Dataset entries:

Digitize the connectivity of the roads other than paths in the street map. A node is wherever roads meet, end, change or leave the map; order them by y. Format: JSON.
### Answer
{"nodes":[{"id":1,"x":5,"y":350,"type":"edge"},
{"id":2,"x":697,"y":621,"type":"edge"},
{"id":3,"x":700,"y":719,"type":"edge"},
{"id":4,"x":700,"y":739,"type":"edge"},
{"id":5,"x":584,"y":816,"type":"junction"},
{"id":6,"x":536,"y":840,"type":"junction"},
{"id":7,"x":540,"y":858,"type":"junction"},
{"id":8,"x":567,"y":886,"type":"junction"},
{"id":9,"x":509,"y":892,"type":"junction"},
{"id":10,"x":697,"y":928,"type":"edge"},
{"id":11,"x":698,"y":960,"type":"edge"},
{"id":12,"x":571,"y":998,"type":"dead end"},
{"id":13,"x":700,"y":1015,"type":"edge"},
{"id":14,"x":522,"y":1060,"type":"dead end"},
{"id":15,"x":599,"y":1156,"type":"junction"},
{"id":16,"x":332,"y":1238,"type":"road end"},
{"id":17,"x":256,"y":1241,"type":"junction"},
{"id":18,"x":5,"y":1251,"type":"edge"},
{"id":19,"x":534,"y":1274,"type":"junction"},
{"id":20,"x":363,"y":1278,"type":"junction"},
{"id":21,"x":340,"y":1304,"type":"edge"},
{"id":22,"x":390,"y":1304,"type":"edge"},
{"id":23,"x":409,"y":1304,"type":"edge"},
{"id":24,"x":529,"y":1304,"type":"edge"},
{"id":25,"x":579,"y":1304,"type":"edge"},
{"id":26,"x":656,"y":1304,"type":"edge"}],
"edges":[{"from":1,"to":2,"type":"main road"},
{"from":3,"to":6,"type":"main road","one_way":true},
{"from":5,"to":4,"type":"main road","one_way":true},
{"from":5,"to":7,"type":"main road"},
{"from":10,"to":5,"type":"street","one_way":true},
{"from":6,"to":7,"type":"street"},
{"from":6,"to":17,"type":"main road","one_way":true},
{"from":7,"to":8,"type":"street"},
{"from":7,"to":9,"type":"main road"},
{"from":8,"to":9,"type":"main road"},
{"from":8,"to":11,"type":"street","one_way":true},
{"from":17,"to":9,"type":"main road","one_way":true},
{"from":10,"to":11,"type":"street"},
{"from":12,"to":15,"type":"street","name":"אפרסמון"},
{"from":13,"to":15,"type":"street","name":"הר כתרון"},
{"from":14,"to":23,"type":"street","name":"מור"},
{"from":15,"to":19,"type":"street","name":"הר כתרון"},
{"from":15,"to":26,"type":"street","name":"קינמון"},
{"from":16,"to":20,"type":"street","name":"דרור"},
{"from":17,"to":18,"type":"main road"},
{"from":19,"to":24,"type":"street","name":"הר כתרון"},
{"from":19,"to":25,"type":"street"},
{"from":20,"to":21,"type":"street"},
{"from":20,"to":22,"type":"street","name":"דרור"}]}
...
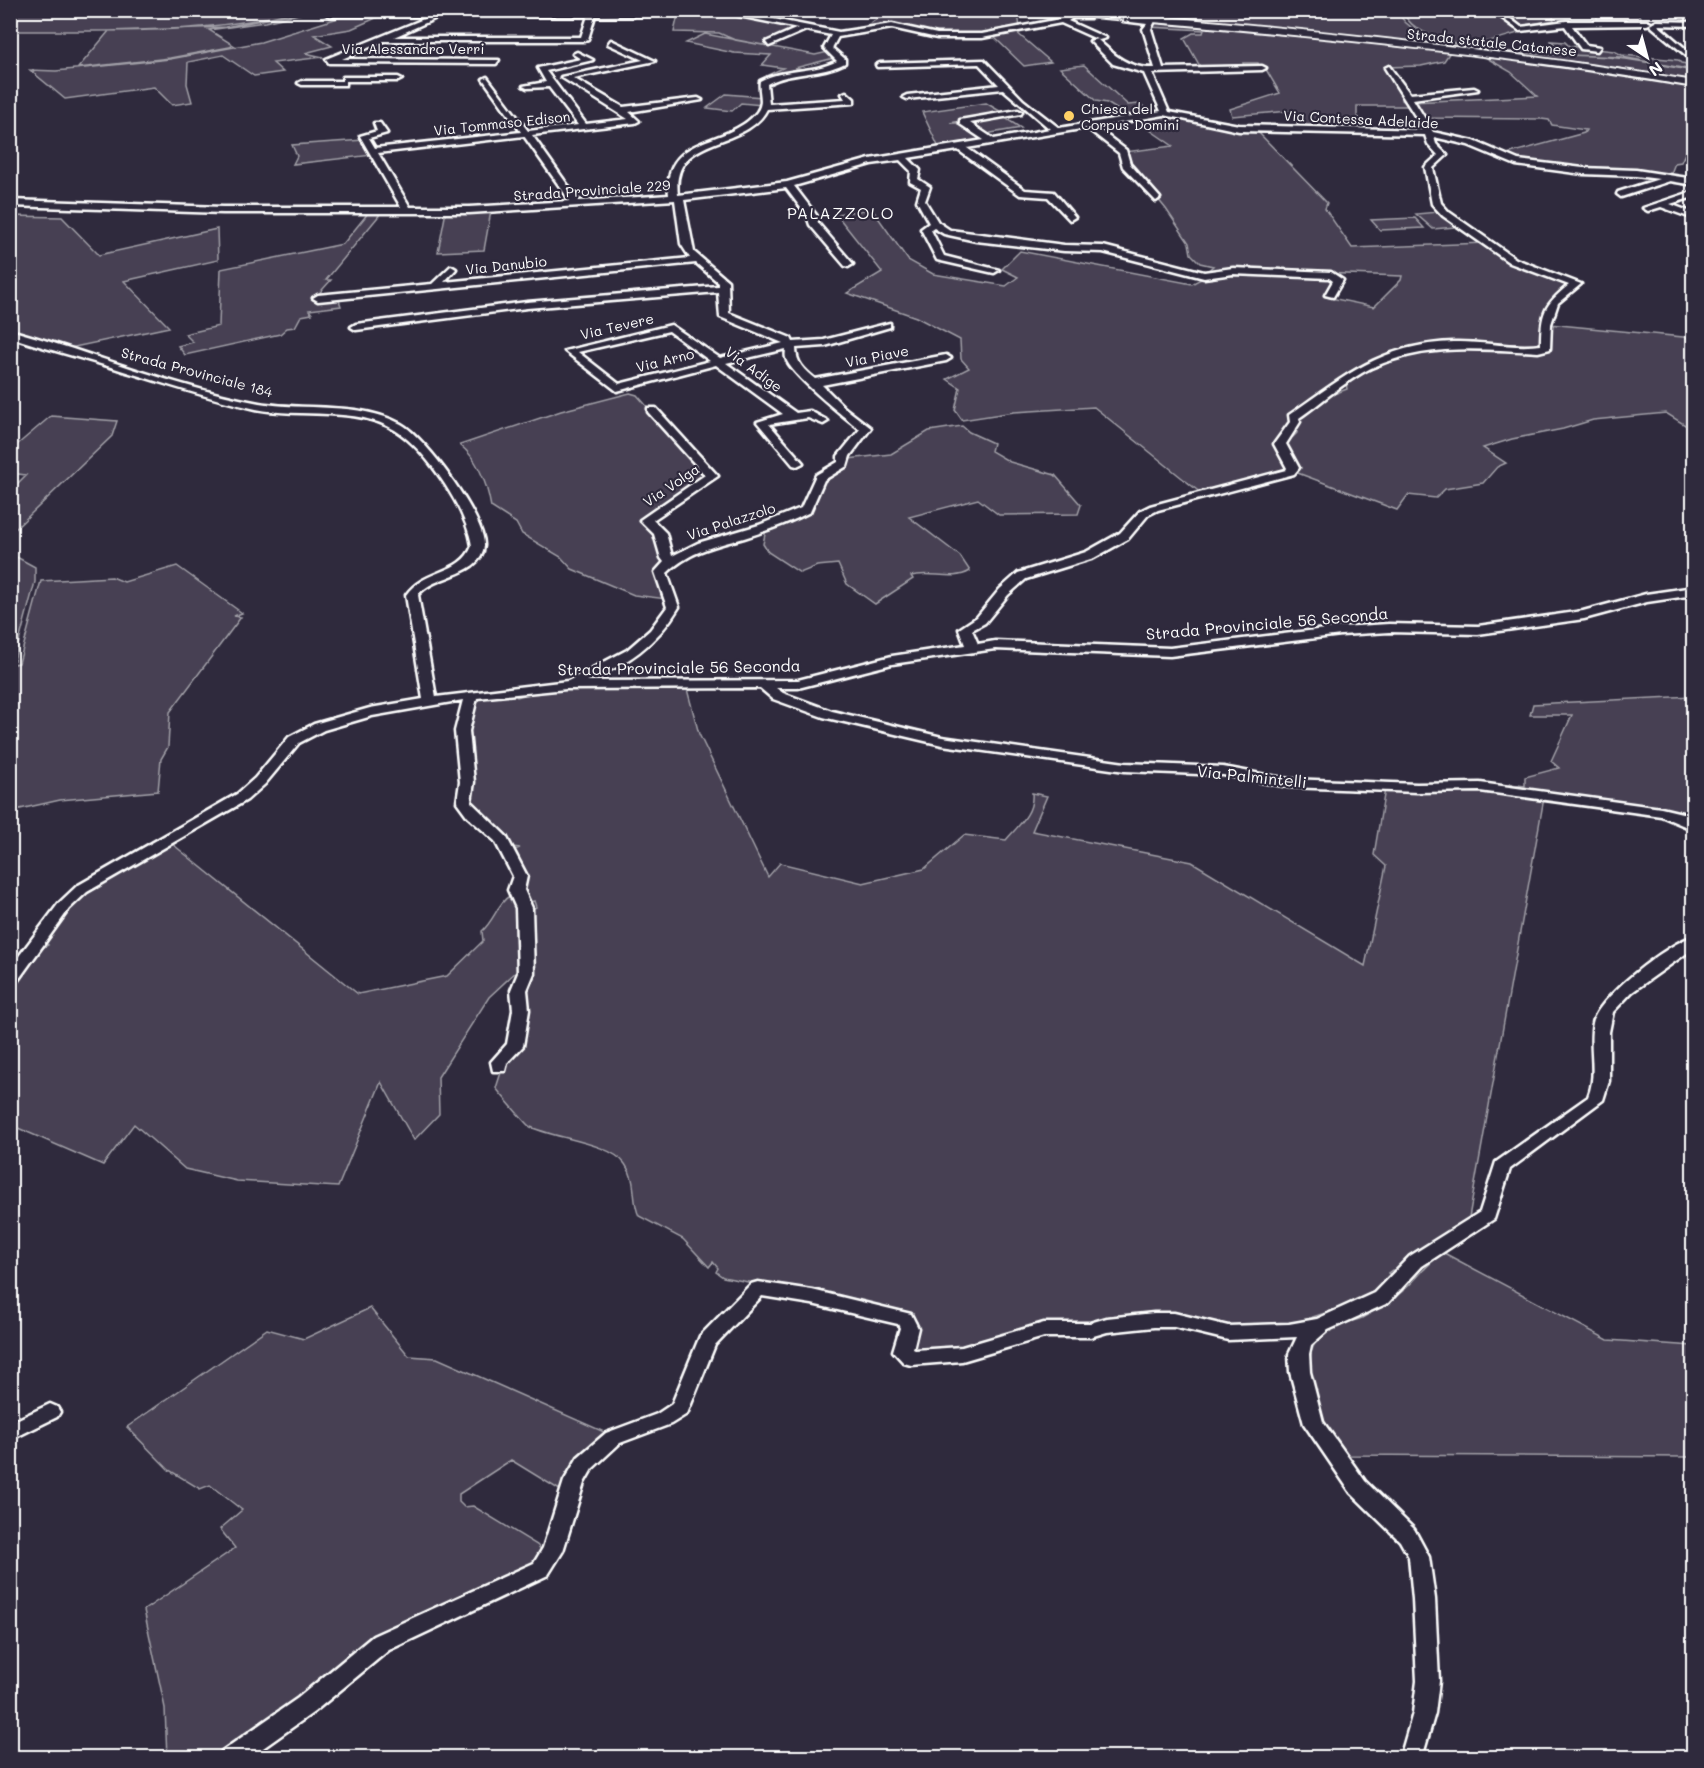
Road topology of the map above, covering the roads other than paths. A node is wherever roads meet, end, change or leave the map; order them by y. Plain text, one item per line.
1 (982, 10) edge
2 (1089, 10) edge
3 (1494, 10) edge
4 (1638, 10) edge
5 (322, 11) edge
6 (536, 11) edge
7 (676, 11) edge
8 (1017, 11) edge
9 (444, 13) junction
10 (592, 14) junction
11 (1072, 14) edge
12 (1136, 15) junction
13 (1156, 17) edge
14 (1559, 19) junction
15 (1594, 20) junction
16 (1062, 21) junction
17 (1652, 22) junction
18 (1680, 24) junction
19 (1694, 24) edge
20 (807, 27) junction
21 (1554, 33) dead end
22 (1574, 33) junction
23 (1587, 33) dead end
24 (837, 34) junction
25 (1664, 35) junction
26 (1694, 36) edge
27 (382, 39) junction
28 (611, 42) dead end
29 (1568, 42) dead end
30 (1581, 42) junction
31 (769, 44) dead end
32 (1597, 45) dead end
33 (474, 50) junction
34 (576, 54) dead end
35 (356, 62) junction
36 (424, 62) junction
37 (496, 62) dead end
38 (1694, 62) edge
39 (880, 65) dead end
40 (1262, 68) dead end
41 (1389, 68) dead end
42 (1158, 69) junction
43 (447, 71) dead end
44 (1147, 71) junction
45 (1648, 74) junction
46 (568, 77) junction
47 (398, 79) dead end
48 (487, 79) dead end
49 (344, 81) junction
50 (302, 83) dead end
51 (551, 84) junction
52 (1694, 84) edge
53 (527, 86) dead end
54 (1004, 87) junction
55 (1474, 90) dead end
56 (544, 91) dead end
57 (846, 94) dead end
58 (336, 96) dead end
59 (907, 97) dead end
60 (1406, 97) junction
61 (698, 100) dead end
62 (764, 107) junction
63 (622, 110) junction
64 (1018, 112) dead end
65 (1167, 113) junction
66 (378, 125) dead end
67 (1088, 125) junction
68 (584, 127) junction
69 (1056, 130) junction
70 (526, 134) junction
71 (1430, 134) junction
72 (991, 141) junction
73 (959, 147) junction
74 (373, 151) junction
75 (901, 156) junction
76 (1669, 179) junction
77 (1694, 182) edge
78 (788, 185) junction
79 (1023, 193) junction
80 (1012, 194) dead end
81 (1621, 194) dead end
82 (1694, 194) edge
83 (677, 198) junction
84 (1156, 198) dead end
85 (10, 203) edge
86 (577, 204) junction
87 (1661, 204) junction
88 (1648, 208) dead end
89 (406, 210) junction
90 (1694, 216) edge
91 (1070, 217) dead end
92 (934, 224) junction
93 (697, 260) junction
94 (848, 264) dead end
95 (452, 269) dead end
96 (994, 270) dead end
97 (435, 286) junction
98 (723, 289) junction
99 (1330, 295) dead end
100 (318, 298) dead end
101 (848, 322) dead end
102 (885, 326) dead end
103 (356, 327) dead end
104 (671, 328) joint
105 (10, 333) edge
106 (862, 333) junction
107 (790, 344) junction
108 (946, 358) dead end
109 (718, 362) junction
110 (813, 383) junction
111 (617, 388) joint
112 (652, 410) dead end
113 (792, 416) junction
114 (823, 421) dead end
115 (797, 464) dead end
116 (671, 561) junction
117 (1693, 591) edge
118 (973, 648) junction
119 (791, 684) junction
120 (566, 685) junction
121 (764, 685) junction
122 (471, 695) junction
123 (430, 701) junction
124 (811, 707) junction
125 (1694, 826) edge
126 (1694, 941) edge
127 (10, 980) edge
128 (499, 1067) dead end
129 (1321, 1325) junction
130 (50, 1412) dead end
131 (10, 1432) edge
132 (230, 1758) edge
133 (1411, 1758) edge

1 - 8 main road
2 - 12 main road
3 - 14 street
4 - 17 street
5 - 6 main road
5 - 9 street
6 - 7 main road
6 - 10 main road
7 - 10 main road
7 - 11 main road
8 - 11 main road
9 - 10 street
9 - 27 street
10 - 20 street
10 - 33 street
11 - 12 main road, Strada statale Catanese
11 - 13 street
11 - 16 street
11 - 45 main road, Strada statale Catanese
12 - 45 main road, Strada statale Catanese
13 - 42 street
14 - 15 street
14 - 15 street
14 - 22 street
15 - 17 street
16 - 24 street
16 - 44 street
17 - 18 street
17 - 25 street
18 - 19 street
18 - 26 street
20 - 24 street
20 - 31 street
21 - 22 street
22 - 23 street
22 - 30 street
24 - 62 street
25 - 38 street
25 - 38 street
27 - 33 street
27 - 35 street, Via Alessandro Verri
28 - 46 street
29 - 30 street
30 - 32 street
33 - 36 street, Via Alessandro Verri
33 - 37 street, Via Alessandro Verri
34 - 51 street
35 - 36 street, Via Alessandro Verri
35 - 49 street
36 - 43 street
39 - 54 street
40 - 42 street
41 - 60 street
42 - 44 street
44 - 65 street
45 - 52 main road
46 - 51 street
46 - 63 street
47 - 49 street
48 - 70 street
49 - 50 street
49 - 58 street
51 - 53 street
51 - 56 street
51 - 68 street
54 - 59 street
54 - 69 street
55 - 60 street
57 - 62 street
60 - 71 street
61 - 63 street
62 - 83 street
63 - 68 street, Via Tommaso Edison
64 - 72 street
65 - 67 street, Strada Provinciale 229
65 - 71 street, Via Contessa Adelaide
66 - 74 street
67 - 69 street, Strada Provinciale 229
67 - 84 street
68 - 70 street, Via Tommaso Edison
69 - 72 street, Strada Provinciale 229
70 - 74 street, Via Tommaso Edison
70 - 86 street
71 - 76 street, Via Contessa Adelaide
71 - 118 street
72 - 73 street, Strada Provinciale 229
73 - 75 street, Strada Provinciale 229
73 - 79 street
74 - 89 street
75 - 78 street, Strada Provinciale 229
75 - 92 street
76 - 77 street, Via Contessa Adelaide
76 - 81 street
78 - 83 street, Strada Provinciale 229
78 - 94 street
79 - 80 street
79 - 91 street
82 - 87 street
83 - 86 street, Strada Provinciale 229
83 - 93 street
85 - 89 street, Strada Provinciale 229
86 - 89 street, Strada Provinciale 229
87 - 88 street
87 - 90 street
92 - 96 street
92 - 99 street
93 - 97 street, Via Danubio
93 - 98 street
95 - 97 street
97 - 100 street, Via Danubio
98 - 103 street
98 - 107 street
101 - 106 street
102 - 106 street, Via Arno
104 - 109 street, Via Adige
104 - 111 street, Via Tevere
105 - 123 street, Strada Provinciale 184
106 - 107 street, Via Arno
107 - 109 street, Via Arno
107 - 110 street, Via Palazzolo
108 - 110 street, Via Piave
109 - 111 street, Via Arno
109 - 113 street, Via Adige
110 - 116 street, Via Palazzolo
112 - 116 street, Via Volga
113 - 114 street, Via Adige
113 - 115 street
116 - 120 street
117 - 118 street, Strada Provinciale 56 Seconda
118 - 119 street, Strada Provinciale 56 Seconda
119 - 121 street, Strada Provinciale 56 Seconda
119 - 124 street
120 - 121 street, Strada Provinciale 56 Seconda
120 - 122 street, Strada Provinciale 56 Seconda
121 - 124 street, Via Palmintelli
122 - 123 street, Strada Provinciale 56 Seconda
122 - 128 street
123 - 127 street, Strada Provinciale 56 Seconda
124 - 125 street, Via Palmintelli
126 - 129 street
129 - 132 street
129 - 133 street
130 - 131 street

About this exercise :: Only the number is needed: please work out how many lines in the data contain the string "paths".

Answer area :: 2